-------- EXERCISE INPUTS --------

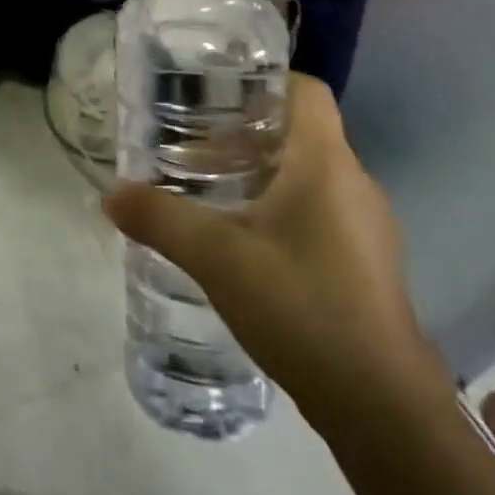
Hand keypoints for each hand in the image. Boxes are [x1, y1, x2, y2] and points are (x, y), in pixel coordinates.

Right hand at [104, 74, 448, 429]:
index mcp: (326, 165)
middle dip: (244, 135)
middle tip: (192, 149)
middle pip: (299, 133)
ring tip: (209, 195)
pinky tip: (243, 245)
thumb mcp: (217, 259)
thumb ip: (160, 220)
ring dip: (260, 175)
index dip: (263, 82)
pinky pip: (319, 213)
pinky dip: (280, 210)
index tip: (215, 95)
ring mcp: (367, 228)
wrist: (383, 411)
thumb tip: (111, 194)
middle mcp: (354, 185)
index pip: (306, 91)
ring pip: (308, 176)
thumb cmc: (303, 308)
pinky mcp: (366, 264)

--------

§ **THE PROBLEM**
Leave out the pictures and retype the rest of the entries exactly.

§ **RESPONSE TO THE TASK**
Hand keypoints for each hand in the image. Boxes are [x1, y1, x2, y2] and points are (x, y), in pixel coordinates.

Right hand at [104, 74, 448, 429]:
index mcp: (326, 165)
middle dip: (244, 135)
middle tip: (192, 149)
middle pip: (299, 133)
ring tip: (209, 195)
pinky tip: (243, 245)
thumb mcp: (217, 259)
thumb ip: (160, 220)
ring dip: (260, 175)
index dip: (263, 82)
pinky pip: (319, 213)
pinky dip: (280, 210)
index tip: (215, 95)
ring mcp: (367, 228)
wrist: (383, 411)
thumb tip: (111, 194)
middle mcp: (354, 185)
index pip: (306, 91)
ring pip: (308, 176)
thumb cmc: (303, 308)
pinky mcp: (366, 264)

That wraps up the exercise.